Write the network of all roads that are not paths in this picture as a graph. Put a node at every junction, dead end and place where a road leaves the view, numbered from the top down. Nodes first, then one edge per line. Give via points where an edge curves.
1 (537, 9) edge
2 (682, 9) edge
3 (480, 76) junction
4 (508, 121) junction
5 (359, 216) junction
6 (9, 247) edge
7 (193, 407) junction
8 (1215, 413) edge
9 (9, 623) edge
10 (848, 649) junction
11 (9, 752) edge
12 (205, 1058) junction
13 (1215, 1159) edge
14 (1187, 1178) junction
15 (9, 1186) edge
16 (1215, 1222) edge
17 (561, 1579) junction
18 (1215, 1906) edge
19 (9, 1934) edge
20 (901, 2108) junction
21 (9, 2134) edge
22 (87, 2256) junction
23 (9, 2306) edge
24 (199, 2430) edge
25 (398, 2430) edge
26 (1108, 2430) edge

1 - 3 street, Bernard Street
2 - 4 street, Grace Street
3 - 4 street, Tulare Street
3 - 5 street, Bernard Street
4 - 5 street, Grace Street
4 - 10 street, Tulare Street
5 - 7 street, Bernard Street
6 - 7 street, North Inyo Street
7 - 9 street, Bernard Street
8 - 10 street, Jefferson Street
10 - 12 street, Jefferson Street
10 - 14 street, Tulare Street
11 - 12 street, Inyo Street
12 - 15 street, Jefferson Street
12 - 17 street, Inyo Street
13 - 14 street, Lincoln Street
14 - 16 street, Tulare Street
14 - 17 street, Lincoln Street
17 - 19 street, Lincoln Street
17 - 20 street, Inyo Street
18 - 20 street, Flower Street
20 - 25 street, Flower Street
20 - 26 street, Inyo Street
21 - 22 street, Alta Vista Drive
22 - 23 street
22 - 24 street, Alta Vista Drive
--------------------
YOUR ASSIGNMENT
Keeping every word and mark as it is, print the entries above.

SOLUTION FOR THIS EXERCISE
Write the network of all roads that are not paths in this picture as a graph. Put a node at every junction, dead end and place where a road leaves the view, numbered from the top down. Nodes first, then one edge per line. Give via points where an edge curves.
1 (537, 9) edge
2 (682, 9) edge
3 (480, 76) junction
4 (508, 121) junction
5 (359, 216) junction
6 (9, 247) edge
7 (193, 407) junction
8 (1215, 413) edge
9 (9, 623) edge
10 (848, 649) junction
11 (9, 752) edge
12 (205, 1058) junction
13 (1215, 1159) edge
14 (1187, 1178) junction
15 (9, 1186) edge
16 (1215, 1222) edge
17 (561, 1579) junction
18 (1215, 1906) edge
19 (9, 1934) edge
20 (901, 2108) junction
21 (9, 2134) edge
22 (87, 2256) junction
23 (9, 2306) edge
24 (199, 2430) edge
25 (398, 2430) edge
26 (1108, 2430) edge

1 - 3 street, Bernard Street
2 - 4 street, Grace Street
3 - 4 street, Tulare Street
3 - 5 street, Bernard Street
4 - 5 street, Grace Street
4 - 10 street, Tulare Street
5 - 7 street, Bernard Street
6 - 7 street, North Inyo Street
7 - 9 street, Bernard Street
8 - 10 street, Jefferson Street
10 - 12 street, Jefferson Street
10 - 14 street, Tulare Street
11 - 12 street, Inyo Street
12 - 15 street, Jefferson Street
12 - 17 street, Inyo Street
13 - 14 street, Lincoln Street
14 - 16 street, Tulare Street
14 - 17 street, Lincoln Street
17 - 19 street, Lincoln Street
17 - 20 street, Inyo Street
18 - 20 street, Flower Street
20 - 25 street, Flower Street
20 - 26 street, Inyo Street
21 - 22 street, Alta Vista Drive
22 - 23 street
22 - 24 street, Alta Vista Drive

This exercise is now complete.